In earlier articles, we discussed how these observations, along with others, such as similarly elevated comorbidity with anxiety and substance use disorders, suggest that bipolar disorder and eating disorders may be related by sharing a fundamental dysregulation of mood, eating behavior, and impulse control (
13,
14). Indeed, several authorities have hypothesized that impulsive behaviors, including overeating, may have mood-stabilizing effects (
155). Thus, just as persons with addictions may “self-medicate” with drugs of abuse and those with eating disorders may engage in eating disorder behaviors to reduce uncomfortable affect, some patients with bipolar disorder might self-medicate their affective instability with eating disorder symptoms such as binge eating, purging, or excessive exercise. Providing preliminary support for common biological underpinnings linking both conditions, investigators have found abnormalities in brain-derived neurotrophic factor, which is involved in the regulation of mood and appetite, in persons with bipolar disorder and those with eating disorders (
156–
158). Likewise, variants of the neurotrophic tyrosine kinase receptor 3 gene (
NTRK3) have been associated with early onset bipolar disorder and with eating disorders (
159,
160).
There are several therapeutic goals of the pharmacological treatment of patients with bipolar disorder and a co-occurring eating disorder.
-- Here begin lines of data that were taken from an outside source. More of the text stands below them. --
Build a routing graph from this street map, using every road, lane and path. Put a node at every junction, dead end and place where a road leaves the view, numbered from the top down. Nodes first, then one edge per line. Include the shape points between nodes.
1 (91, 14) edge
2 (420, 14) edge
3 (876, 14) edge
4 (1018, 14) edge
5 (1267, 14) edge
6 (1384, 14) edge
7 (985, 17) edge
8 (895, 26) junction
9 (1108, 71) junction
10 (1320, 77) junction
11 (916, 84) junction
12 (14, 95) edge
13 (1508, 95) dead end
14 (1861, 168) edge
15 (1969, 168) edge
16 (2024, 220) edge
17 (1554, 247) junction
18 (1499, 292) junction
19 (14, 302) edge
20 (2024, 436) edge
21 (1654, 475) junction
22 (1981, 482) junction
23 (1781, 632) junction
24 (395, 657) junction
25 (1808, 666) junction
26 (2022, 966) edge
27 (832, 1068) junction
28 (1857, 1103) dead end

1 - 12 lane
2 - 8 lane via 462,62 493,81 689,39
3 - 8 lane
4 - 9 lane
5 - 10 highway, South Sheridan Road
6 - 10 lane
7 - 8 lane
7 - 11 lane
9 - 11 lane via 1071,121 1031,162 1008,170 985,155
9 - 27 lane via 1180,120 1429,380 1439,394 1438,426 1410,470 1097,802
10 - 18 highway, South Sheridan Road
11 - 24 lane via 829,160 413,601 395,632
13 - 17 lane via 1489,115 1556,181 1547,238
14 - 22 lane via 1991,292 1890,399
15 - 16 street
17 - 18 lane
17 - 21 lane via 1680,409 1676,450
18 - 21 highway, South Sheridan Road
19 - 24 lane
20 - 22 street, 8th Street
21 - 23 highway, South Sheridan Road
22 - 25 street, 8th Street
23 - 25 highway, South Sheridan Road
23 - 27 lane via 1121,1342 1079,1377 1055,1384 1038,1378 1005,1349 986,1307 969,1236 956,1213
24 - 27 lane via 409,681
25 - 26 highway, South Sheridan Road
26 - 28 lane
First, ideally the most parsimonious treatment would be with an agent effective in treating both syndromes. For example, a second-generation antipsychotic drug might be considered in a patient with bipolar disorder and AN. Second, consideration of agents for the treatment of one illness needs to be done in light of the potential for that agent to at least not exacerbate the other, either by therapeutic action or side effects. Thus, as comorbid BED or BN may be important correlates of obesity in bipolar disorder and certain mood-stabilizing and second-generation antipsychotic agents may be more likely than others to worsen binge eating, the exacerbation of unrecognized binge eating by such agents could be a cause of weight gain in some patients with bipolar disorder. Likewise, unrecognized bipolar disorder in patients with eating disorders could lead to treatment nonresponse and/or to manic symptoms if antidepressant monotherapy was being used to manage the eating disorder.
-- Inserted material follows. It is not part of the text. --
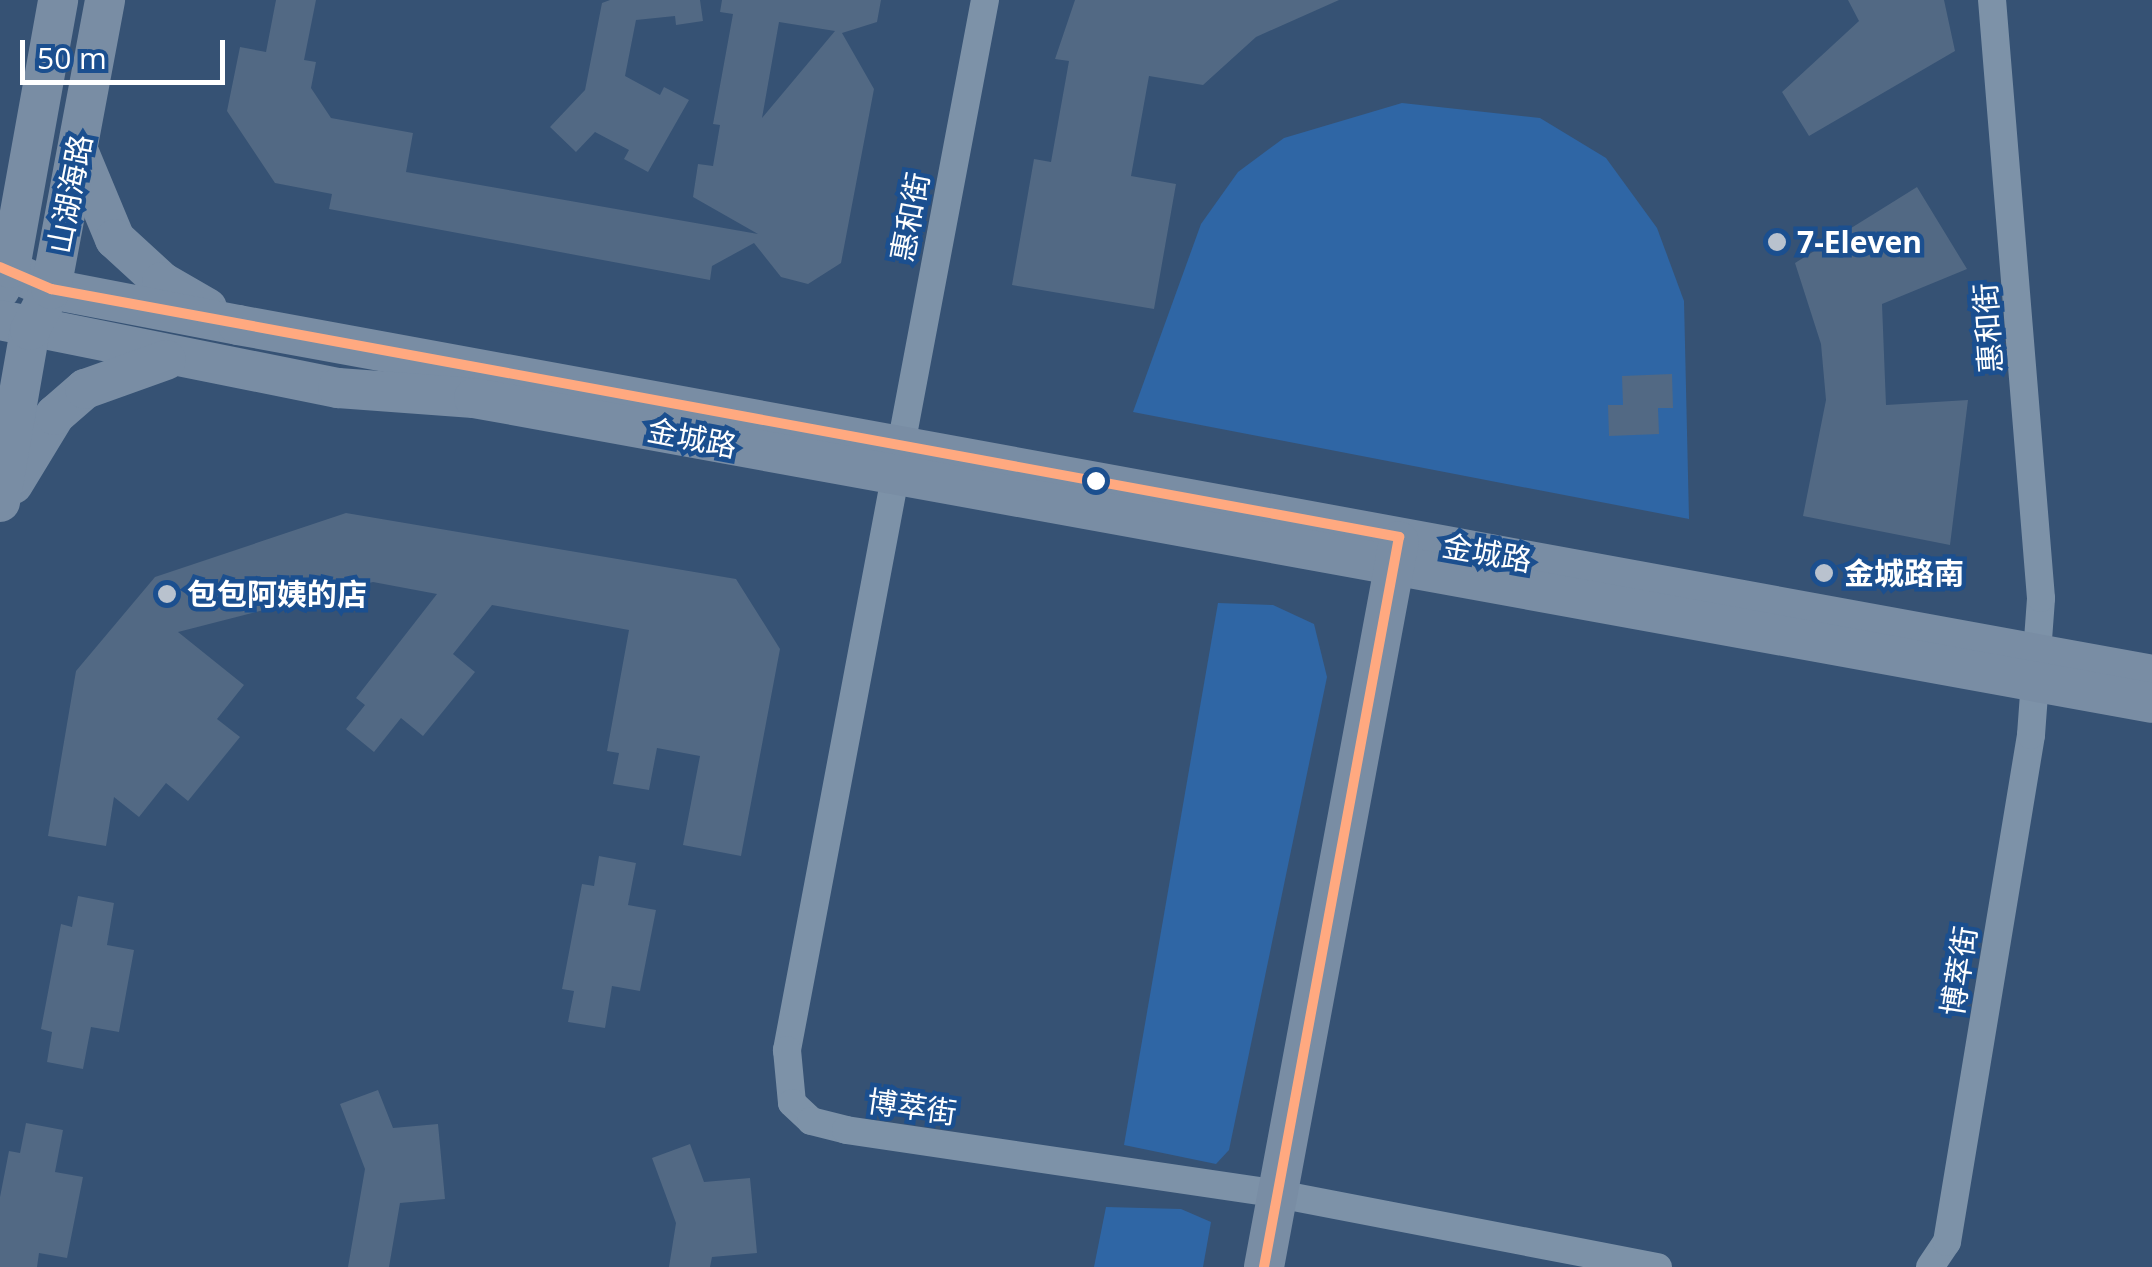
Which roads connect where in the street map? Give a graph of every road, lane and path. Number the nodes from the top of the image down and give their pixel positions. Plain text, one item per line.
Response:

Third, the types of co-occurring bipolar disorder and eating disorders may differentially affect treatment options. Whereas a patient with bipolar I disorder and AN might respond optimally to a second-generation antipsychotic, a patient with bipolar II disorder and BED might do well with a serotonin reuptake inhibitor given alone or in combination with lithium, lamotrigine, or even topiramate. Last, and most significant, there are no randomized, controlled trials of any pharmacological agent specifically in the treatment of patients with bipolar disorder and a co-occurring eating disorder. Moreover, although a growing number of clinical trials have established the efficacy of a range of agents in the treatment of bipolar disorder, there are relatively few options for the psychopharmacological treatment of eating disorders. Thus, a familiarity with the growing field of eating disorder pharmacotherapy would be helpful for managing the patient with bipolar disorder with an eating disorder.